HUVECs were treated with SV-HUC-1-exo, T24-exo, and UM-UC-3-exo for 48 h. The control group was treated with PBS. (a) miR-1247-3p expression in exosomes and HUVECs were detected by qRT-PCR. (b) miR-1247-3p inhibitor or inhibitor NC was transfected into T24 and UM-UC-3 cells followed by isolation of the exosomes (miR-1247-3p inhibitor-exo and inhibitor NC-exo) from the supernatants. HUVECs were stimulated with miR-1247-3p inhibitor-exo and inhibitor NC-exo for 48 h. PBS treatment was used as a negative control. Relative miR-1247-3p expression in HUVECs of each group was detected. CCK-8 assay (c), transwell assay (d) and tube formation assay (e) were carried out to measure cell ability, migration, and tube formation ability of HUVECs. (f) ELISA was performed to examine the VEGF level in the supernatants of HUVECs. Three independent experiments were performed for each cell line. *p < 0.05, **p < 0.01,***p < 0.001. HUVECs: human umbilical vein endothelial cells.

Figure 4. miR-1247-3p targets FOXO1 directly in bladder cancer cells.

(a) Schematic diagram of FOXO1 3ʹ-UTR and the predicted target site of miR-1247-3p. Reporter plasmids containing FOXO1-wt or FOXO1-mut at miR-1247-3p sequence were co-transfected into T24 or UM-UC-3 cells with miR-1247-3p inhibitor or inhibitor NC. The luciferase activity of FOXO1 3ʹ-UTR was examined by dual-luciferase reporter analysis. (b) The target interaction of miR-1247-3p and FOXO1 was confirmed by RNA pull‐down assay. Endogenous FOXO1 enrichment in biotinylated immunoprecipitations was measured by qRT-PCR detection. (c, d) miR-1247-3p inhibitor or inhibitor NC was transfected into T24 or UM-UC-3 cells. FOXO1 mRNA and protein levels were detected by qRT-PCR and western blot. (e, f) Exosomes derived from supernatants of miR-1247-3p inhibitor-transfected cells were co-cultured with HUVECs.
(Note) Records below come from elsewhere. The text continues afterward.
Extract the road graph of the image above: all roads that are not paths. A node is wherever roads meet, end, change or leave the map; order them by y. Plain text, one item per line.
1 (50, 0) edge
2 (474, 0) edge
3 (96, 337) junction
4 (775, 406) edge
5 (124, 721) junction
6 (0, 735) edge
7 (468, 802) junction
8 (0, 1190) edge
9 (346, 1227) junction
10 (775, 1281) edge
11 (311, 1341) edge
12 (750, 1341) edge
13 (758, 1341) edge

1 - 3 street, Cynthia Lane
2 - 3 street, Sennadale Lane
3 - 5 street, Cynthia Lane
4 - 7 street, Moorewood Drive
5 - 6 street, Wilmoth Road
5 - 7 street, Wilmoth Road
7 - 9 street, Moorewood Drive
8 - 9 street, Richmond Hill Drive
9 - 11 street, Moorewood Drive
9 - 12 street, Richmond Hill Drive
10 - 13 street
FOXO1 mRNA and protein levels in HUVECs were detected. Three independent experiments were performed for each cell line. *p < 0.05, **p < 0.01, ***p < 0.001. wt: wild type; mut: mutation; HUVECs: human umbilical vein endothelial cells.

Figure 5. miR-1247-3p regulates angiogenesis through targeting FOXO1.

(a,b) si-FOXO1 or si-NC was transfected into HUVECs. The mRNA and protein levels of FOXO1 were measured by qRT-PCR and western blot. (c) miR-1247-3p inhibitor and si-FOXO1 were transfected or co-transfected into HUVECs. CCK-8 assay, transwell assay (d) and tube formation assay (e) were conducted to evaluate cell ability, migration, and tube formation ability. (f) ELISA was used to measure the VEGF level in the supernatants. Three independent experiments were performed for each cell line. *p < 0.05, **p < 0.01. HUVECs: human umbilical vein endothelial cells.

Figure 6. Schematic illustration of the functional role and potential mechanism of exosomal miR-1247-3p in angiogenesis of bladder cancer (by figdraw).

Data availability statement

The datasets used or analyzed during the current study are available from the corresponding author on reasonable request.